▶ **What is required**
For every line below, set down an identical copy.

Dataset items
==*==

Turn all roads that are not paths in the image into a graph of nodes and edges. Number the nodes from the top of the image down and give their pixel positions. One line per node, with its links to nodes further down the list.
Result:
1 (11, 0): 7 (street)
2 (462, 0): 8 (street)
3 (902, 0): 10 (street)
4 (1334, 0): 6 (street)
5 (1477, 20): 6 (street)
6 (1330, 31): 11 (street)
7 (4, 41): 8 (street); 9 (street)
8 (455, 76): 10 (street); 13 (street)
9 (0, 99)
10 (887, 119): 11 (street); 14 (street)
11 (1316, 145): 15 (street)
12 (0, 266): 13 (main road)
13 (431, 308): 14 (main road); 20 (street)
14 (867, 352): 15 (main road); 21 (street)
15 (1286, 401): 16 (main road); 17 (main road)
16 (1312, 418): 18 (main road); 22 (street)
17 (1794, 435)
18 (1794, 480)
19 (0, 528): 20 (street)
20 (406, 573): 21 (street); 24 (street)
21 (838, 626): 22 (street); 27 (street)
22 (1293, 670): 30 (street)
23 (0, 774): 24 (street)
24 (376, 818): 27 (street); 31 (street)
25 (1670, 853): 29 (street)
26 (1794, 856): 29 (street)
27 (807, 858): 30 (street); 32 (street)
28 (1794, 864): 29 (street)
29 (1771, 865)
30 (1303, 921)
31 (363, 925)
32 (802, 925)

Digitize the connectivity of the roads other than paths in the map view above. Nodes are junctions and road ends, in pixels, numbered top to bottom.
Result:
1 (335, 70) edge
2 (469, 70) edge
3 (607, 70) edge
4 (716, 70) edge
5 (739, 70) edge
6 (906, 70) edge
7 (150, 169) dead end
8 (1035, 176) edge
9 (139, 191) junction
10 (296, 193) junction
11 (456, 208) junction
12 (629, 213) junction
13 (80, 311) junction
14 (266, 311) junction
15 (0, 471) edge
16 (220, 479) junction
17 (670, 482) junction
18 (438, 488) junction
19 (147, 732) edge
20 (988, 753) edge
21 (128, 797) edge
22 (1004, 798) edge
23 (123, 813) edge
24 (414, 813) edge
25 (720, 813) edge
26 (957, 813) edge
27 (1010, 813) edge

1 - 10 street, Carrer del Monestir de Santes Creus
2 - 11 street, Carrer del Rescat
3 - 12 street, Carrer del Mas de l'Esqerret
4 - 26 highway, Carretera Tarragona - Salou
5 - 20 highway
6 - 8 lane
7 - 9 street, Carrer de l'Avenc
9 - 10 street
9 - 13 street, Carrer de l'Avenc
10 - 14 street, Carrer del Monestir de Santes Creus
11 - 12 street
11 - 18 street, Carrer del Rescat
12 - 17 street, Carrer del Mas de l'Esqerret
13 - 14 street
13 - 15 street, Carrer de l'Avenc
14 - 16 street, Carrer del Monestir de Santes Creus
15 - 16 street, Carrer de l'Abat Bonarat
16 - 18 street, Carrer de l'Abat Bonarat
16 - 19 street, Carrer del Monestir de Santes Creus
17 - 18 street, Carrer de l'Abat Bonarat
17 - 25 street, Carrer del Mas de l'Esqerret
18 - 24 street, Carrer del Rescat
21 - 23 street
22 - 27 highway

==*==

▶ **Solution for this problem**
Turn all roads that are not paths in the image into a graph of nodes and edges. Number the nodes from the top of the image down and give their pixel positions. One line per node, with its links to nodes further down the list.
Result:
1 (11, 0): 7 (street)
2 (462, 0): 8 (street)
3 (902, 0): 10 (street)
4 (1334, 0): 6 (street)
5 (1477, 20): 6 (street)
6 (1330, 31): 11 (street)
7 (4, 41): 8 (street); 9 (street)
8 (455, 76): 10 (street); 13 (street)
9 (0, 99)
10 (887, 119): 11 (street); 14 (street)
11 (1316, 145): 15 (street)
12 (0, 266): 13 (main road)
13 (431, 308): 14 (main road); 20 (street)
14 (867, 352): 15 (main road); 21 (street)
15 (1286, 401): 16 (main road); 17 (main road)
16 (1312, 418): 18 (main road); 22 (street)
17 (1794, 435)
18 (1794, 480)
19 (0, 528): 20 (street)
20 (406, 573): 21 (street); 24 (street)
21 (838, 626): 22 (street); 27 (street)
22 (1293, 670): 30 (street)
23 (0, 774): 24 (street)
24 (376, 818): 27 (street); 31 (street)
25 (1670, 853): 29 (street)
26 (1794, 856): 29 (street)
27 (807, 858): 30 (street); 32 (street)
28 (1794, 864): 29 (street)
29 (1771, 865)
30 (1303, 921)
31 (363, 925)
32 (802, 925)

Digitize the connectivity of the roads other than paths in the map view above. Nodes are junctions and road ends, in pixels, numbered top to bottom.
Result:
1 (335, 70) edge
2 (469, 70) edge
3 (607, 70) edge
4 (716, 70) edge
5 (739, 70) edge
6 (906, 70) edge
7 (150, 169) dead end
8 (1035, 176) edge
9 (139, 191) junction
10 (296, 193) junction
11 (456, 208) junction
12 (629, 213) junction
13 (80, 311) junction
14 (266, 311) junction
15 (0, 471) edge
16 (220, 479) junction
17 (670, 482) junction
18 (438, 488) junction
19 (147, 732) edge
20 (988, 753) edge
21 (128, 797) edge
22 (1004, 798) edge
23 (123, 813) edge
24 (414, 813) edge
25 (720, 813) edge
26 (957, 813) edge
27 (1010, 813) edge

1 - 10 street, Carrer del Monestir de Santes Creus
2 - 11 street, Carrer del Rescat
3 - 12 street, Carrer del Mas de l'Esqerret
4 - 26 highway, Carretera Tarragona - Salou
5 - 20 highway
6 - 8 lane
7 - 9 street, Carrer de l'Avenc
9 - 10 street
9 - 13 street, Carrer de l'Avenc
10 - 14 street, Carrer del Monestir de Santes Creus
11 - 12 street
11 - 18 street, Carrer del Rescat
12 - 17 street, Carrer del Mas de l'Esqerret
13 - 14 street
13 - 15 street, Carrer de l'Avenc
14 - 16 street, Carrer del Monestir de Santes Creus
15 - 16 street, Carrer de l'Abat Bonarat
16 - 18 street, Carrer de l'Abat Bonarat
16 - 19 street, Carrer del Monestir de Santes Creus
17 - 18 street, Carrer de l'Abat Bonarat
17 - 25 street, Carrer del Mas de l'Esqerret
18 - 24 street, Carrer del Rescat
21 - 23 street
22 - 27 highway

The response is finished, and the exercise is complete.